Keywords: ctDNA, HPV, Biomarker, HRAS, ccfDNA

Introduction

Head and neck cancer is one of the leading causes of cancer deaths worldwide¹. Head and neck squamous cell carcinoma (HNSCC) comprises the vast array of tumors including those arising from the nose, nasal cavity, paranasal sinuses, oral cavity, pharynx, and the larynx. Within the last several decades, the rising incidence of oropharyngeal cancer, particularly in the younger population, has been attributed to high-risk HPV subtypes² as well as potential hereditary genetic factors^3,4. The detection of primary HNSCC and recurrence is challenging due to the nature of the anatomy involved. Diagnosis is often delayed and requires clinical examination, imaging, and microscopic tissue analysis, all of which can be significantly hindered by the location of the tumors. There is significant interest in the development of a biomarker surveillance tool that might allow for earlier diagnosis and bypass the need to undergo a surgical procedure.

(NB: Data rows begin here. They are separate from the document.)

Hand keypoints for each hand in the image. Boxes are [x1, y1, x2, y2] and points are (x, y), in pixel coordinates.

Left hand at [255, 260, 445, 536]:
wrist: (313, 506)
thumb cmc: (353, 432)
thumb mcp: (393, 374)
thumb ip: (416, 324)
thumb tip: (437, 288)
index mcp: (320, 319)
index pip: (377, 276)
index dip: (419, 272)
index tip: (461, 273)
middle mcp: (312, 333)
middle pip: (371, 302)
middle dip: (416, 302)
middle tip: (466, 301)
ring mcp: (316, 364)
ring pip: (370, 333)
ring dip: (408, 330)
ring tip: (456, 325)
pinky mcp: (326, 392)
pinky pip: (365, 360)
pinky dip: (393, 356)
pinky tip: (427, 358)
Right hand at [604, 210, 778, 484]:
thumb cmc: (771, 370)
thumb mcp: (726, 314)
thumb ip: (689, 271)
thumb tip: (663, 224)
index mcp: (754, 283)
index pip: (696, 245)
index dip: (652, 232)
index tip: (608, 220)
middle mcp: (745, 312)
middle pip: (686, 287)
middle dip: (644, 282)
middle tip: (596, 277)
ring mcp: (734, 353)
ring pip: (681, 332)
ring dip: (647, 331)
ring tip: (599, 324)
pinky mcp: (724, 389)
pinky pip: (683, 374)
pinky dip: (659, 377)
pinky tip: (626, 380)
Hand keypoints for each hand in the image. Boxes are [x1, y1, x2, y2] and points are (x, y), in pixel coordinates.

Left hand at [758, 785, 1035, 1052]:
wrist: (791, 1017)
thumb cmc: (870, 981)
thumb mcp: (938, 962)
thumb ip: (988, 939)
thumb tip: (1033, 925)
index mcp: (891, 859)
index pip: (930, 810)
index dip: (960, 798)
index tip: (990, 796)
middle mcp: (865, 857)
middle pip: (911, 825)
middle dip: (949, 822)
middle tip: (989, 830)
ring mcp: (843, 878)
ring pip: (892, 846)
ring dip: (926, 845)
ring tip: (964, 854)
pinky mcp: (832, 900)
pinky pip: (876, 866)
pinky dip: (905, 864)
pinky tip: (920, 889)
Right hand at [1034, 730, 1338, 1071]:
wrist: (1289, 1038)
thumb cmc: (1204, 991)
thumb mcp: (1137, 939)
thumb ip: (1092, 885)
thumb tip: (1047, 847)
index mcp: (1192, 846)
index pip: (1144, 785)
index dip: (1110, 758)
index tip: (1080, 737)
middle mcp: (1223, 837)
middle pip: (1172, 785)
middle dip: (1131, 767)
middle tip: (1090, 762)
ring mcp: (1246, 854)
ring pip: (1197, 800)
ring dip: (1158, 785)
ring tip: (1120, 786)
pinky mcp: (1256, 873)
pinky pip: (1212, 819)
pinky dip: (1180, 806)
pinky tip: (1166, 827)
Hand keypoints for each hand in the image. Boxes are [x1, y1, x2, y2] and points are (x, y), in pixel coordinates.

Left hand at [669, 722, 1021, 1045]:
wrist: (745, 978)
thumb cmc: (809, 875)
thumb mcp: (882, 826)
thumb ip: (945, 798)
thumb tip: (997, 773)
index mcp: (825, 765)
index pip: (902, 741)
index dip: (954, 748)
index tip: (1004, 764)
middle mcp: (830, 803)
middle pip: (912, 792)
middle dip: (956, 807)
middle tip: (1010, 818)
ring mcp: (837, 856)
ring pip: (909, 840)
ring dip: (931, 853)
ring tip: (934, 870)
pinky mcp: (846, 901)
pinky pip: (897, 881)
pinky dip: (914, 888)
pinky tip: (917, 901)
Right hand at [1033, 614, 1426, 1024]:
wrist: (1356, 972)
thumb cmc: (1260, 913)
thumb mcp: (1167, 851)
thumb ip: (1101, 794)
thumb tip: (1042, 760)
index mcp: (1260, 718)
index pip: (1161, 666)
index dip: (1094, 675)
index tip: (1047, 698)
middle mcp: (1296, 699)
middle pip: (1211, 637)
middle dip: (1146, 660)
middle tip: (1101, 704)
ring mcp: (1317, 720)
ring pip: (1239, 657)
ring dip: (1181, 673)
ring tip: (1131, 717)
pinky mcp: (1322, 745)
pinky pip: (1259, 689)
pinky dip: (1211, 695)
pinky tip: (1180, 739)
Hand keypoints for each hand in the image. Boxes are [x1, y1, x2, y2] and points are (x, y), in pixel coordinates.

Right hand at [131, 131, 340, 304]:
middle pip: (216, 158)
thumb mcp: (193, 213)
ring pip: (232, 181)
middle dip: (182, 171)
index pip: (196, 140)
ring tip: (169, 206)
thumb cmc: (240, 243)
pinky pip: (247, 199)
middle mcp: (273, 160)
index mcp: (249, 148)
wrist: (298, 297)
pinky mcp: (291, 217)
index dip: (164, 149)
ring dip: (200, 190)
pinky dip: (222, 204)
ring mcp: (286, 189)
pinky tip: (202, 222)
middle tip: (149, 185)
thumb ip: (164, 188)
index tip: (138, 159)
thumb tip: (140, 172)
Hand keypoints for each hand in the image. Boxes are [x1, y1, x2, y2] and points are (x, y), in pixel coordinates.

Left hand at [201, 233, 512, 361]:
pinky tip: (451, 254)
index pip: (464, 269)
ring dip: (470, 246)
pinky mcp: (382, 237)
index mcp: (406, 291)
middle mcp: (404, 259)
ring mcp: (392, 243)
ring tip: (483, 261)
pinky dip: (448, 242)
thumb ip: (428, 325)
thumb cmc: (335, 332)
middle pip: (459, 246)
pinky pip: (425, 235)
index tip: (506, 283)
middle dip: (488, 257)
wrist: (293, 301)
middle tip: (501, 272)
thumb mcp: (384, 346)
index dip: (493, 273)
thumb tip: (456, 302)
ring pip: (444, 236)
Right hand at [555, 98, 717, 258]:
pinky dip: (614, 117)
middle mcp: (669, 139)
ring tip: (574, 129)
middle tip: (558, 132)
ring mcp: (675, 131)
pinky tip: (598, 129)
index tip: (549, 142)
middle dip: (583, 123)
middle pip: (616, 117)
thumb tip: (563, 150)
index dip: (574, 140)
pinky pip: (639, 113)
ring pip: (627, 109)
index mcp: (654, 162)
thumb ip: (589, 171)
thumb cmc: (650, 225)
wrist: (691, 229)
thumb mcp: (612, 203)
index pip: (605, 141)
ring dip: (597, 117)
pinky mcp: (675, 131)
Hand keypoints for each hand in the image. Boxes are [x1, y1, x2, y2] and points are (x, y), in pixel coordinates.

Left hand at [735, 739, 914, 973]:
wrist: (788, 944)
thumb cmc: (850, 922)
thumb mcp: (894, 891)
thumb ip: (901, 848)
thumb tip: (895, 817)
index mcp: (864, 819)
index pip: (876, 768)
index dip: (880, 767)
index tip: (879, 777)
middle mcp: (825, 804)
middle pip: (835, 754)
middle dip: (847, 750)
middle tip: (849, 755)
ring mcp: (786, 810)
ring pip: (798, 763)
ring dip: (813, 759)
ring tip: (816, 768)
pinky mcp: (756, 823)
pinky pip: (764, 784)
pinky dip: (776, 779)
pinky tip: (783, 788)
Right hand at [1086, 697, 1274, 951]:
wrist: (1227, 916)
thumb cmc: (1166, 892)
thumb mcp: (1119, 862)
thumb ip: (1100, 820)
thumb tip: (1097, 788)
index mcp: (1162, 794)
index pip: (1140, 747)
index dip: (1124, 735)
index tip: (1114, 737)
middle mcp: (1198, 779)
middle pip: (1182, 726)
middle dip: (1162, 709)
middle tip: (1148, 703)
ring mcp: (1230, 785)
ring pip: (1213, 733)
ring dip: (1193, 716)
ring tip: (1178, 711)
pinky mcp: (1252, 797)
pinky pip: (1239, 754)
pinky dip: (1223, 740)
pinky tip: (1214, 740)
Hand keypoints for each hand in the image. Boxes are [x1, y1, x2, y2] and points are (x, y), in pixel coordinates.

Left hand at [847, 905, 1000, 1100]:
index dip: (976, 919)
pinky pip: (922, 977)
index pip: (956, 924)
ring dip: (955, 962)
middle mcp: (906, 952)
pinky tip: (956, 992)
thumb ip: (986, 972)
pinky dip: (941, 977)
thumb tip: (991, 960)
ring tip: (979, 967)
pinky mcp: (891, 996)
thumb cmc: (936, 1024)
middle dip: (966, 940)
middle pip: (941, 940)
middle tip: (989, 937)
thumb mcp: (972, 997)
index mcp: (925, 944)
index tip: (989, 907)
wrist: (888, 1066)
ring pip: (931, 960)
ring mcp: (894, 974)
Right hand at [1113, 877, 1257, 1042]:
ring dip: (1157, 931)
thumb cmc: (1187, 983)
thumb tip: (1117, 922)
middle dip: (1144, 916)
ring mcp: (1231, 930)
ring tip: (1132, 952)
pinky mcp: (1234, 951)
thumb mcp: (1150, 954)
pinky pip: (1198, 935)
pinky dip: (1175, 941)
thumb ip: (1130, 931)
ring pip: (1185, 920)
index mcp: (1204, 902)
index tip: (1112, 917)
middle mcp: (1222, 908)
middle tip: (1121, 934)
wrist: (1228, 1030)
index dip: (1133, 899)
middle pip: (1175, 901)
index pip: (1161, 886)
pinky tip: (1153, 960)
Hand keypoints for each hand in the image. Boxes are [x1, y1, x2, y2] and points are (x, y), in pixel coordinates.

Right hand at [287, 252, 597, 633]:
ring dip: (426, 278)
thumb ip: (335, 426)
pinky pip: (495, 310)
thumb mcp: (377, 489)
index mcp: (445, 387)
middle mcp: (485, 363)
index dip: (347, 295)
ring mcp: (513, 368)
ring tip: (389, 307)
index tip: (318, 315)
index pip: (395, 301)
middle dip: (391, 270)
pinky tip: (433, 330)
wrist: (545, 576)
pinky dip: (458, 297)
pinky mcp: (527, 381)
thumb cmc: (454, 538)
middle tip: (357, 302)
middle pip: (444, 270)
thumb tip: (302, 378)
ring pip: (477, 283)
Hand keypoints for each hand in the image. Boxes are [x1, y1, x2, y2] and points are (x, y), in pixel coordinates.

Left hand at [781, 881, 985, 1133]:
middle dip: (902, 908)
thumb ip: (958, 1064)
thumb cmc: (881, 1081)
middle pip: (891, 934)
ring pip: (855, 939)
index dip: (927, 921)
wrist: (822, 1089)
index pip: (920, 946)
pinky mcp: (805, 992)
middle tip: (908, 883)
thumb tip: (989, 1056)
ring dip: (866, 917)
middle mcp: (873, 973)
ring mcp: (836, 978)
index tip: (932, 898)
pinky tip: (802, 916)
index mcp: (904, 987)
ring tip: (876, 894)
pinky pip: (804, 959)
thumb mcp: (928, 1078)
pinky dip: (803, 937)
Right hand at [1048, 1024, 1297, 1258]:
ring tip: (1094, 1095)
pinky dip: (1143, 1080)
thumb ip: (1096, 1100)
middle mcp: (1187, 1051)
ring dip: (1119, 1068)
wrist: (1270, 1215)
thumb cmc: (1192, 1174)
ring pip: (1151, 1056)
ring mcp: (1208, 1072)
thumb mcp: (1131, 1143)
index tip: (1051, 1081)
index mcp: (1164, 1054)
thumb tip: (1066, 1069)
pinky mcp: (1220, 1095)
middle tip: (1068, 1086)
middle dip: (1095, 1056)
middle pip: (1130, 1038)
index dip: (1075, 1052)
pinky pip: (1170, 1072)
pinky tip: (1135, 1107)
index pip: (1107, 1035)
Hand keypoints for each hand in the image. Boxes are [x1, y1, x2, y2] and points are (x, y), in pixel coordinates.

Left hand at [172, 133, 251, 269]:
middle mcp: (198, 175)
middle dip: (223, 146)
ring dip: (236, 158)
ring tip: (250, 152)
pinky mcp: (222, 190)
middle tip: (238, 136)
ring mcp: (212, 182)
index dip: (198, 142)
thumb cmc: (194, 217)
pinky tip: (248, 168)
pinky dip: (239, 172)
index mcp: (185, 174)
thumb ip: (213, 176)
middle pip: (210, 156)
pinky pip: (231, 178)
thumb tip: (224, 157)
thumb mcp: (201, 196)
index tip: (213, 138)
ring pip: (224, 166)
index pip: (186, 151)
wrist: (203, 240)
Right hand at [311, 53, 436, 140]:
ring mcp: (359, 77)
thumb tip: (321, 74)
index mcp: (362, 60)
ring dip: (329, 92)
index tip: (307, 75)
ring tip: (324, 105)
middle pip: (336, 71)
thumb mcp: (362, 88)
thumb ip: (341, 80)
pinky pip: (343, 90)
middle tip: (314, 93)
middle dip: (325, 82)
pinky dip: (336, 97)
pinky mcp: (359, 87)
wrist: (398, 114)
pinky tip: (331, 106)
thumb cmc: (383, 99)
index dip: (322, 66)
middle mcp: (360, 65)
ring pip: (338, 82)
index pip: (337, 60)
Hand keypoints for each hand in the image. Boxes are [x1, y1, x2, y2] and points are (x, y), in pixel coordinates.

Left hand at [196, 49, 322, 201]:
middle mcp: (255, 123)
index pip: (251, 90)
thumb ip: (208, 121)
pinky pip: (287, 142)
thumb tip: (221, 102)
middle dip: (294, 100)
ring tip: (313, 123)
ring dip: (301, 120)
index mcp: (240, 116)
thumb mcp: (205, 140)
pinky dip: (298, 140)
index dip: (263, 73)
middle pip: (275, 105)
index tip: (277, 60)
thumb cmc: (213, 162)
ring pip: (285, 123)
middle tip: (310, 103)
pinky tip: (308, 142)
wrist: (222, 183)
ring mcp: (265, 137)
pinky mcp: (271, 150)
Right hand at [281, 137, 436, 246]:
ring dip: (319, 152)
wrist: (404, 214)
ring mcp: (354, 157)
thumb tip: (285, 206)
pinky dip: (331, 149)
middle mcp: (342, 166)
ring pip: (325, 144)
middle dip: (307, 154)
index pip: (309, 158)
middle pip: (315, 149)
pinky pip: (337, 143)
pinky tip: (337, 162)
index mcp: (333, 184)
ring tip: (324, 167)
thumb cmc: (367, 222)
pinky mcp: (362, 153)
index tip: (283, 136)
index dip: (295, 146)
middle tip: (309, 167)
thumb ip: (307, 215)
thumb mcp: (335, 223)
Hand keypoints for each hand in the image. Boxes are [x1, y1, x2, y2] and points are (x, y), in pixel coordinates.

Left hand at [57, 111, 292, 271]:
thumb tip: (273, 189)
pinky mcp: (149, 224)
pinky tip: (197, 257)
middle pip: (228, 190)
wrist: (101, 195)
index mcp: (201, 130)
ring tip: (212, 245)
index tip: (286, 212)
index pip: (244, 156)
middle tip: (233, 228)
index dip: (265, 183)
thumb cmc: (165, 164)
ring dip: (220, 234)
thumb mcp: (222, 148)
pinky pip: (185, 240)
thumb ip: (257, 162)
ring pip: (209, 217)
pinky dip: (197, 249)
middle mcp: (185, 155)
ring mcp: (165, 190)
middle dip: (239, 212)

In this review article, we performed a systematic review of the literature, focusing on the development of serum based biomarkers, particularly ctDNA, in HNSCC. We included a number of current articles that we believe will influence the future research of liquid biomarkers in head and neck squamous cell carcinoma. As such, our systematic literature search included articles published through September 9, 2018 and was performed using MEDLINE, EMBASE, and Google Scholar for relevant articles. Non-peer reviewed articles, letters to the editor, commentaries, and editorials were excluded. All review authors independently screened titles and abstracts of potential studies as to assess the validity. (Table 1) Subsequently, full text of all eligible studies were independently reviewed by three review authors (PS, JB, CB) who evaluated the potential manuscripts for inclusion.

Table 1:

Highlighted Liquid Biomarker Studies

Authors	Year	Number of Patients	Findings
Chuang et al	2008	59	Quantitative measurement of HPV-16 DNA in saliva can potentially assist in surveillance and early detection of recurrence. Patients with the presence of HPV- 16 DNA in salivary rinses are at significant risk for recurrence.
Cheng et al	2009	15	ctDNA plasma levels in cancer patients during radiation therapy are dynamic throughout the course of treatment and may provide real-time assessments of respones to chemotherapy and radiotherapy
Ahn et al	2014	93	Combined pretreatment plasma and saliva can increase the utility of pretreatment HPV-16 as a tool for sc reening patients with HPV-16-positive oropharyngeal cancer.
Wang et al	2015	47	Sensitivity of HPV-16 DNA detection varies greatly depending on tumor location: saliva is more often enriched for tumor DNA from the oral cavity, but plasma is more often enriched for tumor DNA from the other sites.
Dahlstrom et al	2015	262	Pretreatment serum HPV DNA is associated with both higher N category and overall disease stae but it does not seem to serve as a marker for disease recurrence among patients with oropharyngeal cancer.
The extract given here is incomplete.